(Required action) Among the records below, which lines contain the string "solid"? Report them.

(Task data)
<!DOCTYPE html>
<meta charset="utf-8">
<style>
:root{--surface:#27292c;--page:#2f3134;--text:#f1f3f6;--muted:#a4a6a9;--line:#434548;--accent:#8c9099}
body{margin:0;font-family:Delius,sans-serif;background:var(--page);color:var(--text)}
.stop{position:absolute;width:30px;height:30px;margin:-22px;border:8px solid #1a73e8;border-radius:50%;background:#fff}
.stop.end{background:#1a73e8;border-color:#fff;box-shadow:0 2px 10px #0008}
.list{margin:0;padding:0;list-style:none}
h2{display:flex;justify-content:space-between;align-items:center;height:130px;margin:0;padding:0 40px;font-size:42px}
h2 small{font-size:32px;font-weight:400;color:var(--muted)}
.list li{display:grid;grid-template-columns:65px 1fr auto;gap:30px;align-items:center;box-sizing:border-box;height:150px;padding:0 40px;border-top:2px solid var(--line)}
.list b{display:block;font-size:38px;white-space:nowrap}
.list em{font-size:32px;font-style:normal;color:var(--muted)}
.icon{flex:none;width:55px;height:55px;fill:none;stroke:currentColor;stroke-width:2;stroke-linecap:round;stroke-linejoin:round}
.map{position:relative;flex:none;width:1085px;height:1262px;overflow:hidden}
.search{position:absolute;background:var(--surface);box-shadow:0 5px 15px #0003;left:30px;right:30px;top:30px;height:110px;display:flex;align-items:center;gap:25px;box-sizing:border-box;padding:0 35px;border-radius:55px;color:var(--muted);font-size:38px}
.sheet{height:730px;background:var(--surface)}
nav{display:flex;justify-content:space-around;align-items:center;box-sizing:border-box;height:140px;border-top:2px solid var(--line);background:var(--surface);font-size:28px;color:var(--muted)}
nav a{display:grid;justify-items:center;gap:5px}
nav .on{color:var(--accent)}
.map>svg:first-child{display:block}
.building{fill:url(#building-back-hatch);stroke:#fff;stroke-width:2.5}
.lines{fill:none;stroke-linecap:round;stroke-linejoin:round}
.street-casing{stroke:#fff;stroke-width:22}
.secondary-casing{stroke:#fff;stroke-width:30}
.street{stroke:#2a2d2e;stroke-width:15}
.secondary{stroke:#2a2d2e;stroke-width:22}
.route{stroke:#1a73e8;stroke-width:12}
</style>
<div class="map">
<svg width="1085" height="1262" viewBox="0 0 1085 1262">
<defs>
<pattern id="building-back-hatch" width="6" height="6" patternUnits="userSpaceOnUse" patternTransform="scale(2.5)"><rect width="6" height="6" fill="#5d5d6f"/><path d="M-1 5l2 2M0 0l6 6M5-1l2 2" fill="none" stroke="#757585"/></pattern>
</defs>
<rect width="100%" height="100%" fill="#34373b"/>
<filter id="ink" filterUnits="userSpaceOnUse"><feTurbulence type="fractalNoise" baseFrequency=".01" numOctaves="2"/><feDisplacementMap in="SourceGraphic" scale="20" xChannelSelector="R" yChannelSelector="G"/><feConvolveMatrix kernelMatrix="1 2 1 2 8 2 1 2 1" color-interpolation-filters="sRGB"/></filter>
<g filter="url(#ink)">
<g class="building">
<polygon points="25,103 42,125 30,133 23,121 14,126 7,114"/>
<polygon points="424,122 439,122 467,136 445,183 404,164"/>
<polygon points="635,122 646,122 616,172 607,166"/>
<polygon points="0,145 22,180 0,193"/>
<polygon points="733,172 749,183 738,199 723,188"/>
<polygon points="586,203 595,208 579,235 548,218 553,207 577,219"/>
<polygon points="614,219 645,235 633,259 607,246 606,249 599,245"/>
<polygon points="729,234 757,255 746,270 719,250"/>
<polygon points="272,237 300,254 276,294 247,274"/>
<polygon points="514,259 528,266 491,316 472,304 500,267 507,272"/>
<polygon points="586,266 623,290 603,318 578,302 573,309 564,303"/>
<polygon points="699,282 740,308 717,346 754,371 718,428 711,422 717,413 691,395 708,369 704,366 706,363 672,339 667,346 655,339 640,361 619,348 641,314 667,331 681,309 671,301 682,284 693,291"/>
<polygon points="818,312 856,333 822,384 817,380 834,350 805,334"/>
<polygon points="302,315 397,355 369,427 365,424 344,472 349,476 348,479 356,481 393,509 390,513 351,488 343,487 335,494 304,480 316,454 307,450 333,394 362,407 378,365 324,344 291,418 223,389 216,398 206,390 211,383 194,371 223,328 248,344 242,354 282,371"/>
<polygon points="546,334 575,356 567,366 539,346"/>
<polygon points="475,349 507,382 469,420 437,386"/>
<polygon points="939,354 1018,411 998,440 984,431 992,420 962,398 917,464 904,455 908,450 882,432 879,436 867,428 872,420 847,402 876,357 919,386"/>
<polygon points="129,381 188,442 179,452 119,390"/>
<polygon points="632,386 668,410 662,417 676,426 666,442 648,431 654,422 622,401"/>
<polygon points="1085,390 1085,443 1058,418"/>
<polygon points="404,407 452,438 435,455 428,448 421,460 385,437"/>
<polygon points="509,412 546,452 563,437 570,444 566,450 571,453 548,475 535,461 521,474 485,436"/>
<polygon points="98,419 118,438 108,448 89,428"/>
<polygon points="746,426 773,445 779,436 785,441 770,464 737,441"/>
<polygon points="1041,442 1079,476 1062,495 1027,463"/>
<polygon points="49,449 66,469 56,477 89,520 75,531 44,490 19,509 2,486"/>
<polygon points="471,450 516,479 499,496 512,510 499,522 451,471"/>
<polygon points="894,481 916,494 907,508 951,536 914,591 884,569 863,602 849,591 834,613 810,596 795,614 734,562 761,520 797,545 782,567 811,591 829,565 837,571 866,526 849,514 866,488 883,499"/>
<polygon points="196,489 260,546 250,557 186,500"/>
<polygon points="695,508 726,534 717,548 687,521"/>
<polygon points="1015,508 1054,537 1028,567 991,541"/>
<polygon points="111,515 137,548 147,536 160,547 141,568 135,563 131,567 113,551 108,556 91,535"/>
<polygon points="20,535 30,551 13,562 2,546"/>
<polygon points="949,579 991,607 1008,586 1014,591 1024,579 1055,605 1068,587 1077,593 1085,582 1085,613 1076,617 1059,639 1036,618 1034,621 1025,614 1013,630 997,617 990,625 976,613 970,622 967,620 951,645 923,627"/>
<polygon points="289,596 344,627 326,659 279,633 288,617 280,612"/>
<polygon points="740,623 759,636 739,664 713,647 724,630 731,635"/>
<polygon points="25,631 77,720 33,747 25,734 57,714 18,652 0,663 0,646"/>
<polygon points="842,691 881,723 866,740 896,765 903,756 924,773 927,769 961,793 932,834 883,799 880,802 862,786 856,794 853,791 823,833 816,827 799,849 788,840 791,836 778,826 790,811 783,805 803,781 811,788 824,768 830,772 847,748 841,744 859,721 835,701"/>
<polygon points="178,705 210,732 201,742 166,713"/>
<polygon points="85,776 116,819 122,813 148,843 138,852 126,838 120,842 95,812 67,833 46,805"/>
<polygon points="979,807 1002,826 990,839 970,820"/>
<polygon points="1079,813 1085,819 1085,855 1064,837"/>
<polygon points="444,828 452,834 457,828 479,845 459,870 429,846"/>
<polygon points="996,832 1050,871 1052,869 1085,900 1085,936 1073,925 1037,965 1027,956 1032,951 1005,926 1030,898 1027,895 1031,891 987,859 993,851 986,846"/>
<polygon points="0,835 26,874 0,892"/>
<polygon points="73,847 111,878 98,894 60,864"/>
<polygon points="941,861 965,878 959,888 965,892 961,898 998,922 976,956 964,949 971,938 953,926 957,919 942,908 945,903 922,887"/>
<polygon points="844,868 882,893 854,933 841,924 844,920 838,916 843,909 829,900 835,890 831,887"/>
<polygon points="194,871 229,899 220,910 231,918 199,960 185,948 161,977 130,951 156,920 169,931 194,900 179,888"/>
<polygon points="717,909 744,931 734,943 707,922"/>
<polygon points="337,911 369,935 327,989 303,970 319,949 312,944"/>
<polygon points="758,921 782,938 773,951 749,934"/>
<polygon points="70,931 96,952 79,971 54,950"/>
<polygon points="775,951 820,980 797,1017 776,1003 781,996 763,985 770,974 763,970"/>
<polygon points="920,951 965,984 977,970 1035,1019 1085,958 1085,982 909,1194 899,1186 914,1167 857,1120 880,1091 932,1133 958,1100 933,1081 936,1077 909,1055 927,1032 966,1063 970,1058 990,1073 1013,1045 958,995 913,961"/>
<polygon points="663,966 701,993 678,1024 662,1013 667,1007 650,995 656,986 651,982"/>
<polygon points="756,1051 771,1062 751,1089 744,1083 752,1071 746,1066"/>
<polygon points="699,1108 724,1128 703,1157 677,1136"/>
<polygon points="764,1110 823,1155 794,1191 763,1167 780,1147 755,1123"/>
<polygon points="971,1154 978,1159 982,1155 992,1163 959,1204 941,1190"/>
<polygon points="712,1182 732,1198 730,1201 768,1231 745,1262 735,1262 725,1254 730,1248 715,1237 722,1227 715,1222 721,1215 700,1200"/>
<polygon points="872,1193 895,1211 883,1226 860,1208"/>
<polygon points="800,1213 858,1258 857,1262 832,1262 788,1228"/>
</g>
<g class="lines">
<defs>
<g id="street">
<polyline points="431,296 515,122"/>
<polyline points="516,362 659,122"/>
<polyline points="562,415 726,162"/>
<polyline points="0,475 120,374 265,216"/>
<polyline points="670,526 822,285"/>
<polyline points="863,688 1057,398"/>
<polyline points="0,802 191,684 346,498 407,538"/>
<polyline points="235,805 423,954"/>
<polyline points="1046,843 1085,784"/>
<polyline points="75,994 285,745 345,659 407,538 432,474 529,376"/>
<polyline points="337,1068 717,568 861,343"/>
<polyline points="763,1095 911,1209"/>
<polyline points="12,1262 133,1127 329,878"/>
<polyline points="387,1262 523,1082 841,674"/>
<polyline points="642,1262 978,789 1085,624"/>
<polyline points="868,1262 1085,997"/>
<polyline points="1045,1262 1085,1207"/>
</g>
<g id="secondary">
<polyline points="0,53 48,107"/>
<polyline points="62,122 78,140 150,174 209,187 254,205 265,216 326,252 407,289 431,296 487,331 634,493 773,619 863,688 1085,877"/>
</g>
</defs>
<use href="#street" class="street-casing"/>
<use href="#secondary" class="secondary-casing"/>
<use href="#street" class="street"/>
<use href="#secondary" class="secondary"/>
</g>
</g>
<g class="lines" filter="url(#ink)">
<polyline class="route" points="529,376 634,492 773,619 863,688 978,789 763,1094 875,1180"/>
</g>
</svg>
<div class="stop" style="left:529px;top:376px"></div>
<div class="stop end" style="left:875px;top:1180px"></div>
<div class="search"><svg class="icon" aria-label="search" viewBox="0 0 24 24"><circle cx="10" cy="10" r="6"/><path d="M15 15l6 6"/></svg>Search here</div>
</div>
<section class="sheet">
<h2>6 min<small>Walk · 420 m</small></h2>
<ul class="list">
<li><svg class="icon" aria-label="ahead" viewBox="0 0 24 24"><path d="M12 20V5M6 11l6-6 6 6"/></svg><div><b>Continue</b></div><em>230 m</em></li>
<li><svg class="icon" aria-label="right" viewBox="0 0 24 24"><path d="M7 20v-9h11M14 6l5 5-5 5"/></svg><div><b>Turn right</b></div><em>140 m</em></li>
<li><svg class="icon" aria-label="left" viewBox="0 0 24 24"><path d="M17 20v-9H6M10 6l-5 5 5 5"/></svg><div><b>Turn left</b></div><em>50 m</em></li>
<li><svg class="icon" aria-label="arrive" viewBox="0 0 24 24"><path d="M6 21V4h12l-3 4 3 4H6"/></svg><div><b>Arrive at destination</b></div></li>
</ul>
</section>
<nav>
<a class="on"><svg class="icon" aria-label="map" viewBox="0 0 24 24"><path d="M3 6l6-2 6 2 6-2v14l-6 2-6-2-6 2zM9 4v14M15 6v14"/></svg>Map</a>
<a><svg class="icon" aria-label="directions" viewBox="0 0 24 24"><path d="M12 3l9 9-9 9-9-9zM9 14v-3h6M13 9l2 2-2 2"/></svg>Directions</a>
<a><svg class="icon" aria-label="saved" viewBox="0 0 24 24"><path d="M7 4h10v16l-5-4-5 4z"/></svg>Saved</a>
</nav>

(Result for this exercise)
.stop{position:absolute;width:30px;height:30px;margin:-22px;border:8px solid #1a73e8;border-radius:50%;background:#fff}
.list li{display:grid;grid-template-columns:65px 1fr auto;gap:30px;align-items:center;box-sizing:border-box;height:150px;padding:0 40px;border-top:2px solid var(--line)}
nav{display:flex;justify-content:space-around;align-items:center;box-sizing:border-box;height:140px;border-top:2px solid var(--line);background:var(--surface);font-size:28px;color:var(--muted)}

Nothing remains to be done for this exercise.